The No. 1 silver powder (mixture / aggregate of first to third silver particles) shown in Table 3 was prepared as follows. First, silver fine particles (raw material powder A) in which D10, D50 and D90 are 20 nm, 50 nm and 100 nm, respectively, and silver fine particles (raw material powder B) in which D10, D50 and D90 are 150 nm, 300 nm and 500 nm, respectively, were prepared. .. The method for preparing the silver fine particles (raw material powder A) and the silver fine particles (raw material powder B) will be described later. D10, D50 and D90 of each silver fine particle were obtained from the particle size distribution curve of the silver fine particle. The particle size distribution curve of the silver fine particles was measured by the dynamic light scattering method described later.

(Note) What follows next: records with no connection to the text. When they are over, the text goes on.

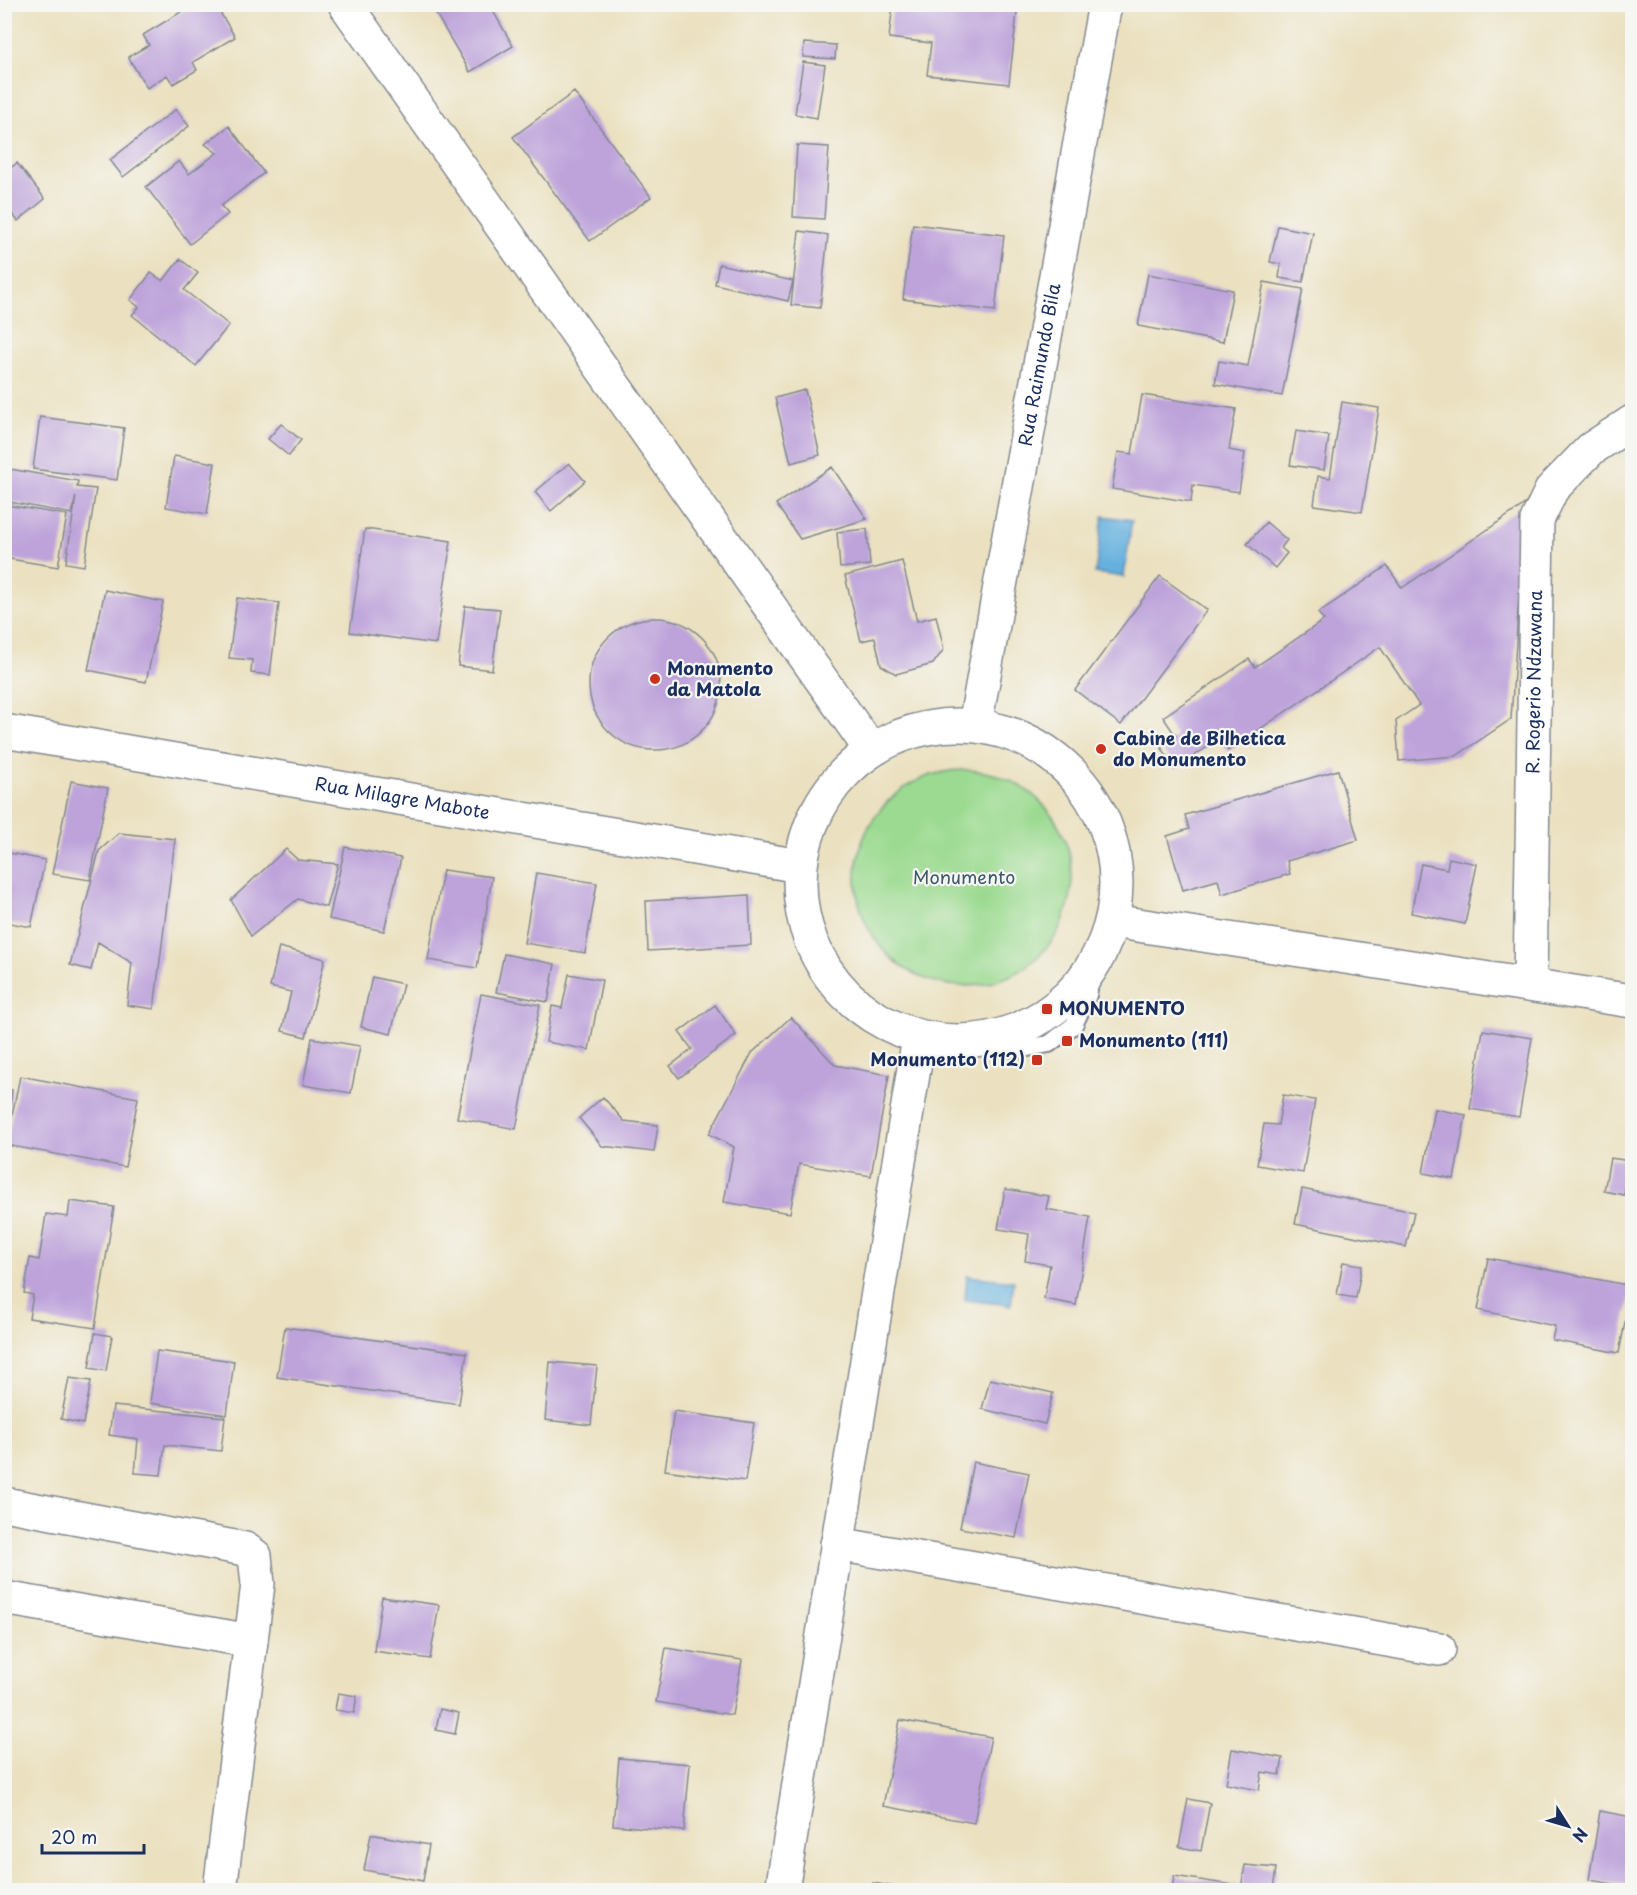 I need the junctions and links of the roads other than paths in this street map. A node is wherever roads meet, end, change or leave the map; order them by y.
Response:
1 (345, 4) edge
2 (1104, 4) edge
3 (1632, 422) edge
4 (975, 725) junction
5 (4, 731) edge
6 (871, 750) junction
7 (800, 866) junction
8 (1112, 921) junction
9 (1530, 985) junction
10 (1632, 1001) edge
11 (919, 1037) junction
12 (4, 1504) edge
13 (837, 1544) junction
14 (4, 1598) edge
15 (251, 1641) junction
16 (1439, 1649) dead end
17 (220, 1890) edge
18 (782, 1890) edge

1 - 6 street
2 - 4 street, Rua Raimundo Bila
3 - 9 street, R. Rogerio Ndzawana
4 - 6 street
4 - 8 street
5 - 7 street, Rua Milagre Mabote
6 - 7 street
7 - 11 street
8 - 9 street
8 - 11 street
9 - 10 street
11 - 13 street
12 - 15 street
13 - 16 street
13 - 18 street
14 - 15 street
15 - 17 street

For the No. 1 silver powder, the raw material powder A and the raw material powder B were mixed at a mass ratio of 1: 3 to obtain a silver fine particle mixture.

Next, this silver fine particle mixture, sodium ascorbate (organic reducing agent), and water were mixed at a mass ratio of 10: 1: 89 to prepare a silver fine particle slurry. The silver fine particle slurry was heated at a temperature of 90 ° C. for 3 hours to reduce the silver fine particles. Next, the silver fine particle slurry was allowed to cool to room temperature, and then the solid matter was separated and recovered using a centrifuge. The recovered solid (mercury-containing fine particle agglomerates) was washed with water several times and dried to obtain No. 1 silver powder (mixture / agglomerates of first to third silver particles) shown in Table 3.

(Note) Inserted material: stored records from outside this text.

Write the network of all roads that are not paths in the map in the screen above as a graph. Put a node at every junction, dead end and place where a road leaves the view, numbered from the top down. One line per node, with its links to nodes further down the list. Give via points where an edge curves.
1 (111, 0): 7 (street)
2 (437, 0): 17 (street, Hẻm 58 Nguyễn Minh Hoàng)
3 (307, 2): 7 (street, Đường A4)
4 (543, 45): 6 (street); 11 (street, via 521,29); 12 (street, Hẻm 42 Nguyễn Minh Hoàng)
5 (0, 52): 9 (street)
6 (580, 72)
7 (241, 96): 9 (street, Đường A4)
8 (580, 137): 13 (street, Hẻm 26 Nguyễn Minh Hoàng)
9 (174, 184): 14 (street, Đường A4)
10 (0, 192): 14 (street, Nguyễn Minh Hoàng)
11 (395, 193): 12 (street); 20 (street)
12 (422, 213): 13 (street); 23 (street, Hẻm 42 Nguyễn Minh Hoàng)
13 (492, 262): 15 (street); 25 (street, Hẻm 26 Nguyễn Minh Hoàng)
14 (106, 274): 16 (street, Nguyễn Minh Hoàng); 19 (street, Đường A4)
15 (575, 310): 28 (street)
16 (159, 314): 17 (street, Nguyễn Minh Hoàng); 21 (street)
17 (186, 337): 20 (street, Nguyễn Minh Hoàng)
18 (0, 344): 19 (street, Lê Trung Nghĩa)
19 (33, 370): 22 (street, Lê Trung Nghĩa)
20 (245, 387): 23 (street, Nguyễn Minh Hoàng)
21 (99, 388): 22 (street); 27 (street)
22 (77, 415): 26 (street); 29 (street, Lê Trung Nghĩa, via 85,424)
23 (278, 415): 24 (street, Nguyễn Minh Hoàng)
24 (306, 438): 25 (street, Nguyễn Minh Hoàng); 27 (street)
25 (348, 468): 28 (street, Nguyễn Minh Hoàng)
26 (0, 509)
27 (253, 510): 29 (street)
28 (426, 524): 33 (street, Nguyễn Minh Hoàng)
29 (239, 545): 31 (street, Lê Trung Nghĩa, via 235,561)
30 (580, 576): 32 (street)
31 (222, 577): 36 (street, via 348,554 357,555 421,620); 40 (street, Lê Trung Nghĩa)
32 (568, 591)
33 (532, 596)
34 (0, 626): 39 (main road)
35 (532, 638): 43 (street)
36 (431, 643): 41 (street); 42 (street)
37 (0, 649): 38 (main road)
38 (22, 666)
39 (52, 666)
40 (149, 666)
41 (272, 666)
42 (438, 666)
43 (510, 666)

The No. 2 silver powder is the same as the No. 1 silver powder described above, except that the mixing ratio of the silver fine particles (raw material powder A) and the silver fine particles (raw material powder B) is 1: 1 by mass ratio. Obtained in the same manner as the preparation method.

The No. 3 silver powder is the same as the No. 1 silver powder described above, except that the mixing ratio of the silver fine particles (raw material powder A) and the silver fine particles (raw material powder B) is 1: 5 by mass ratio. Obtained in the same manner as the preparation method.

No. 4 silver powder was obtained by the following method. A 900 g silver nitrate aqueous solution kept at 50 ° C. and a 600 g sodium citrate aqueous solution kept at 50 ° C. were simultaneously added dropwise to 1200 g of ion-exchanged water held at 50 ° C. over 5 minutes to prepare a silver citrate slurry. Prepared. The ion-exchanged water was continuously stirred while the silver nitrate aqueous solution and the sodium citrate aqueous solution were simultaneously added dropwise to the ion-exchanged water. The concentration of silver nitrate in the silver nitrate aqueous solution was 66% by mass, and the concentration of citric acid in the sodium citrate aqueous solution was 56% by mass. Then, 300 g of an aqueous sodium formate solution kept at 50 ° C. was added dropwise to the silver citrate slurry held at 50 ° C. over 30 minutes to obtain a mixed slurry. The concentration of formic acid in this sodium formate aqueous solution was 58% by mass. Next, the mixed slurry was subjected to a predetermined heat treatment. Specifically, the mixed slurry was raised to a maximum temperature of 60 ° C. at a heating rate of 10 ° C./hour, held at 60 ° C. (maximum temperature) for 30 minutes, and then lowered to 20 ° C. over 60 minutes. .. As a result, a silver powder slurry was obtained. The silver powder slurry was placed in a centrifuge and rotated at a rotation speed of 1000 rpm for 10 minutes. As a result, the liquid layer in the silver powder slurry was removed to obtain a dehydrated and desalted silver powder slurry. The dehydrated and desalted silver powder slurry was dried by a freeze-drying method for 30 hours to obtain No. 4 silver powder having a volume-based particle size distribution shown in Table 3.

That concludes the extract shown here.